"Non fu stupro, assolvete Alex e Luca": Martina, difese diverse ma lo stesso appello

Buricchi chiede la formula piena, Baroni si accontenta della dubitativa. Chiave la cameriera spagnola, poi linee divergenti. I danesi, l'urlo, il muretto, le intercettazioni

Martina Rossi

Martina Rossi

Arezzo, 11 dicembre 2018 - La conclusione era scontata (se è mai visto un difensore che chiede la condanna?), meno che i due avvocati dei ragazzi di Castiglion Fibocchi accusati per la morte di Martina ci arrivassero per strade completamente diverse e anche con richieste diverse. Perchè se Stefano Buricchi, per Luca Vanneschi, chiede l’assoluzione con formula piena per entrambi, Tiberio Baroni, per Alessandro Albertoni, si accontenta anche di quella dubitativa del secondo comma, la vecchia insufficienza di prove.

E alla fine quasi scarica il coimputato, lasciando intendere che cosa sia successo nella stanza quando Luca era solo con la ragazza lo sa soltanto lui. Dire che la mattinata era cominciata con un Buricchi impegnato in una difesa a tutto campo, con gli argomenti classici sfoderati in tutto il processo, anche se lo scenario del suicidio resta smorzato e sullo sfondo.

Il primo jolly è naturalmente la cameriera spagnola, Francisca Puga, che è l’unica testimone oculare e che giura sulla caduta volontaria. Segue la frenata decisa sul racconto dei testimoni chiave dell’accusa, i danesi vicini di stanza: l’urlo che hanno sentito e che il procuratore Rossi attribuisce alla ragazza sarebbe invece della cameriera che scopre il corpo dopo il volo, di conseguenza i passi concitati giù per le scale non potrebbero essere di Albertoni che si precipita giù ma di qualcun altro in una fase successiva.
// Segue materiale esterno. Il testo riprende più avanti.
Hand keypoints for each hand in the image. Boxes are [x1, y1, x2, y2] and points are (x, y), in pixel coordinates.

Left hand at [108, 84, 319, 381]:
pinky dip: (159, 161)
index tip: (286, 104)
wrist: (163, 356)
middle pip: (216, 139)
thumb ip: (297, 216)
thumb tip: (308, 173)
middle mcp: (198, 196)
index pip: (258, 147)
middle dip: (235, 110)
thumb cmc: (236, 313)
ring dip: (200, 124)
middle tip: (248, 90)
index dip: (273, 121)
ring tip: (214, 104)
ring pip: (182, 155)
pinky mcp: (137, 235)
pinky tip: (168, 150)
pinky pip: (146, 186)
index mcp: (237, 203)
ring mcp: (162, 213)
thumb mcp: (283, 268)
E sull’altro indizio forte dell’accusa, la ragazza che cade con indosso solo le mutandine, l’avvocato tira fuori le dichiarazioni per rogatoria del portiere di notte che dice di aver rimproverato una delle giovani genovesi perchè girava in intimo per l’albergo. Come a dire che non è una prova dello stupro.
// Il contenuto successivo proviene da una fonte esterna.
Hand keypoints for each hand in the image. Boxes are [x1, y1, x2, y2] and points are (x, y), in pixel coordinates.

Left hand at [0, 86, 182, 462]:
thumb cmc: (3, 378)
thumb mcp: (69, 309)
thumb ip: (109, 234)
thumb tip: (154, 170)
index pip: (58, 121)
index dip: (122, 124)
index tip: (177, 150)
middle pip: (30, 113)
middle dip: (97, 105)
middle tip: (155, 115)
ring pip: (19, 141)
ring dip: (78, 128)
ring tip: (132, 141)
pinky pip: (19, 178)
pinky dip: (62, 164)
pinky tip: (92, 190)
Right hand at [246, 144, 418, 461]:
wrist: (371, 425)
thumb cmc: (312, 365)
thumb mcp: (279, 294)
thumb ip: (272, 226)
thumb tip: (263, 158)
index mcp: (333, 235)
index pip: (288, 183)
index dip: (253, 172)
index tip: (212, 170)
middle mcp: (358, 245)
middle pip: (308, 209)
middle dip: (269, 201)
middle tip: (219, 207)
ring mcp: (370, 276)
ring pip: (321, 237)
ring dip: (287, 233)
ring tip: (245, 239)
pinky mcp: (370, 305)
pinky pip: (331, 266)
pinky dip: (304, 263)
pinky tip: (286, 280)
Fuoco di sbarramento anche su un altro asso di procura e parte civile, le intercettazioni dei due ragazzi che esultano perchè non sono emerse tracce della violenza sessuale in un momento in cui ancora nessuno ne parlava. Albertoni - spiega forte della rilettura fatta dai consulenti fonici della difesa - lo dice all’amico perchè lo ha appena letto nel fascicolo che la poliziotta gli ha lasciato aperto sul tavolo. Finale inevitabile: assolveteli perchè il fatto non sussiste, non lasciate che la vita di questi ragazzi sia rovinata dal tarlo del dubbio.
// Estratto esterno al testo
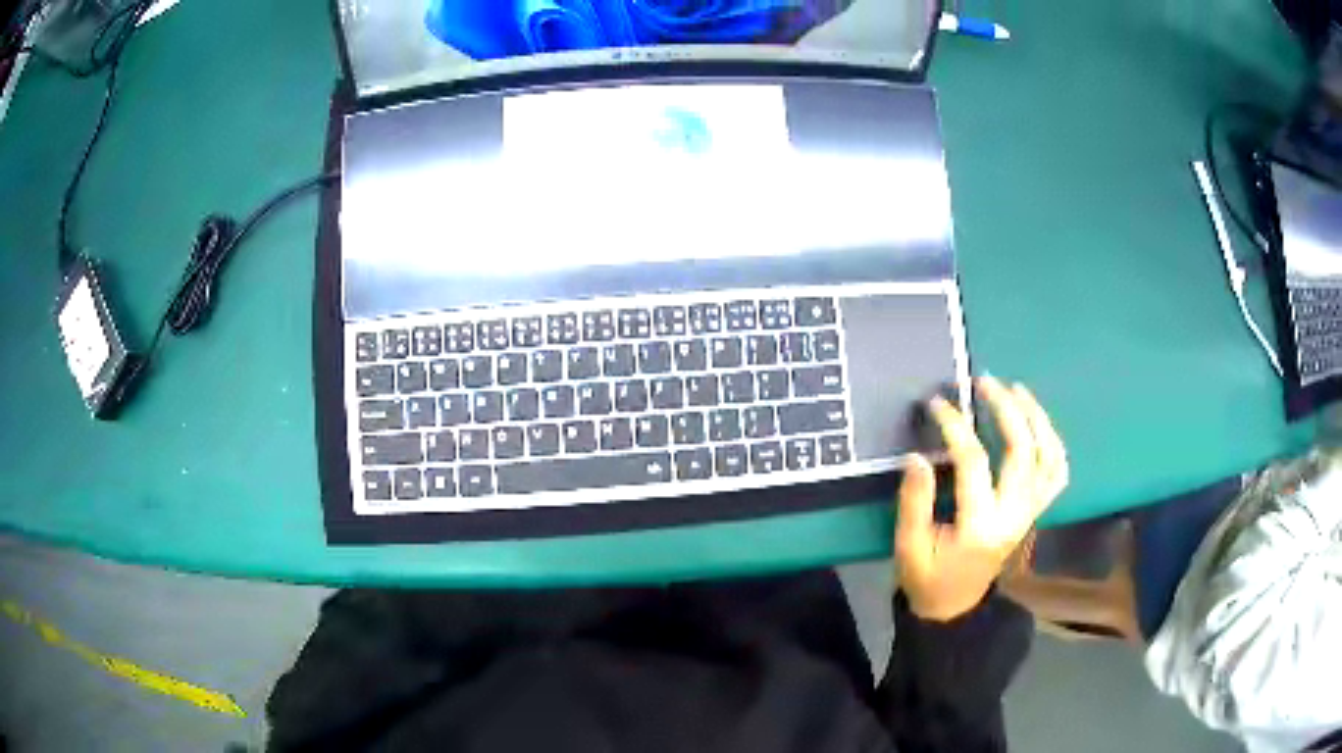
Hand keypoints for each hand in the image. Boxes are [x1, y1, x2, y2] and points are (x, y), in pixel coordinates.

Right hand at [895, 377, 1068, 621]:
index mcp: (980, 527)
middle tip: (984, 382)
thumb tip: (917, 456)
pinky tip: (1037, 423)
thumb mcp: (909, 547)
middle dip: (1006, 409)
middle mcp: (1014, 516)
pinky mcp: (1035, 512)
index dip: (956, 427)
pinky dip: (1053, 444)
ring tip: (1017, 391)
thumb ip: (914, 502)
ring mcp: (1030, 513)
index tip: (937, 404)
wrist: (956, 608)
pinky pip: (1057, 473)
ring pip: (1049, 457)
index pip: (974, 463)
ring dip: (1036, 419)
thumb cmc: (928, 579)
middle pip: (1022, 450)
Il collega Tiberio Baroni promette che se la caverà in un quarto d’ora, ma in realtà va avanti per due ore e mezzo in un’arringa nella quale affastella argomenti su argomenti, dal processo mediatico che avrebbe condizionato quello in aula (c’è spazio anche per un attacco a stampa e Tv) agli affondi contro il Pm genovese Biagio Mazzeo, che ha svolto la prima parte delle indagini.

Il primo elemento a discarico di Baroni è la mancanza di tracce di Dna sugli short di jeans che i due avrebbero sfilato a Martina: dov’è allora il tentativo di stupro? E poi, ricorda, ci sono le dichiarazioni della cameriera che sono insuperabili. A seguire il cellulare della studentessa, che poteva dare indizi importanti ma di cui il Pm Mazzeo dispose la restituzione alla famiglia. L’altra metà del caso Martina, insomma, quella nella quale la ragazza non è morta per sfuggire a un tentativo di stupro. Basterà a convincere i giudici? Venerdì la sentenza.